The candidate has investigated a range of attitudes to modelling figurative works at small and life-size scales. Traditional poses, such as the classical Atlas as well as static seated and standing figures, are investigated. Motion in the figure is explored in simple active poses that capture the figure in mid-stride.
Panel 2 sees the candidate expose the armature of the figures, and experiment with found objects, such as plastic toy kōura as substitutes for bones. This is where the candidate starts the surrealist morphing of facial features on to parts of the body. Faces and legs appear on isolated hands, as if trying to grow back the body that is missing from the appendage. The idea is then extended into the context of a leg protruding from the surface of the plinth or tabletop. The documentation of these limbs suggests that the faces grow incrementally, as if we are witnessing stills from a stop-motion claymation.

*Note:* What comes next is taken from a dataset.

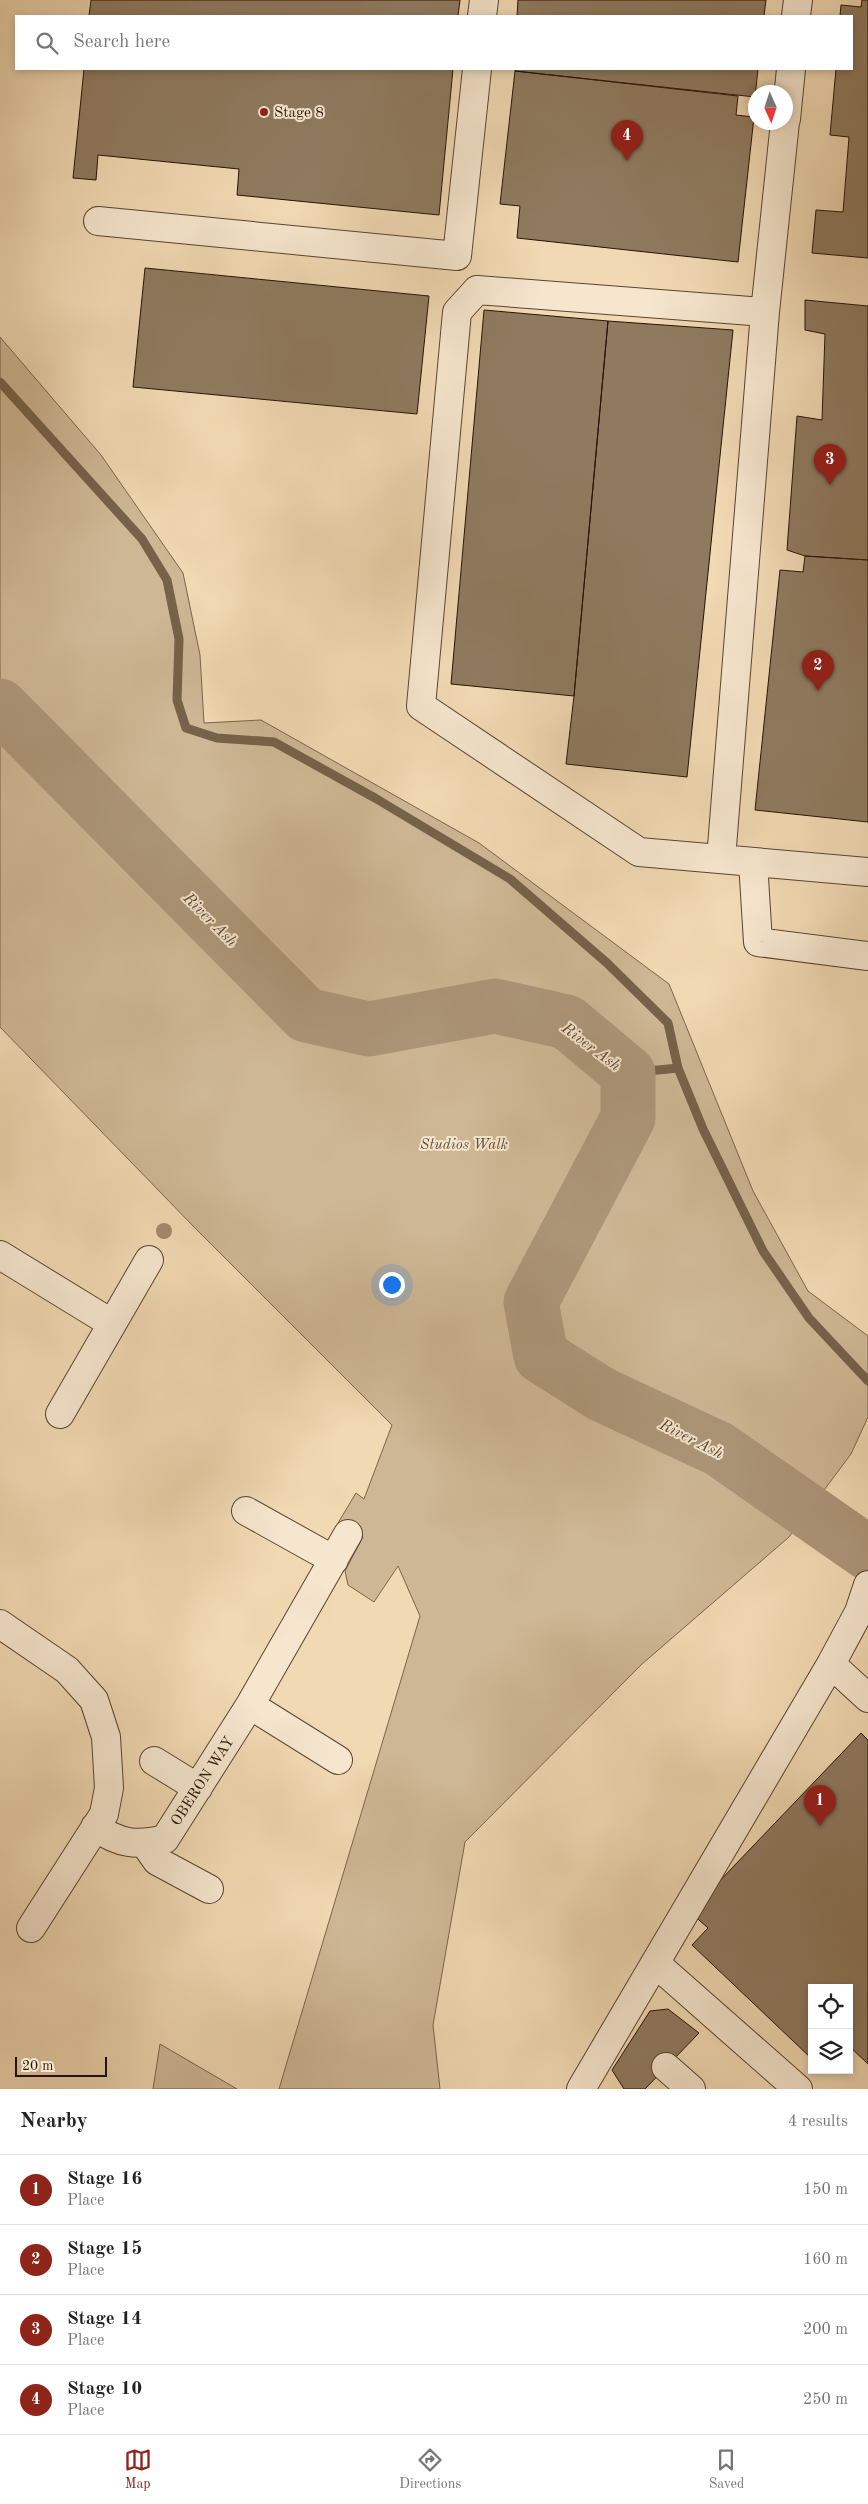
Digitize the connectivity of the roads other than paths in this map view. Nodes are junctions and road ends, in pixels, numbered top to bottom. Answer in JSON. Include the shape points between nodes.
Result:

The final panel sees the candidate create a tableau in a cubic space inhabited by morphed figures and larger red head. Small-scale furniture and a rope ladder allow the candidate to suggest potential narratives with the figures and head, which expand the surrealist proposition. The addition of lighting and colour as a mechanism to indicate importance in the characters presented is an important step.
The candidate then finally presents an assemblage of a life-size mannequin torso and crafted arm with several faces protruding from the arm's surface. Consideration of colour here signifies the anthesis of the surrealist arm from the seemingly normal mannequin torso.
In order for this candidate to be awarded Merit, they would have needed to further develop their understanding of figurative works of artists such as Thomas Schütte, Patricia Piccinini, and Francis Upritchard. Small additions of materials to suggest clothing, props, or other character-building contexts would have helped this candidate expand the surrealist narrative potential of their work.
Likewise, considering colour and light more explicitly throughout the submission would have helped this candidate demonstrate the criteria of Merit.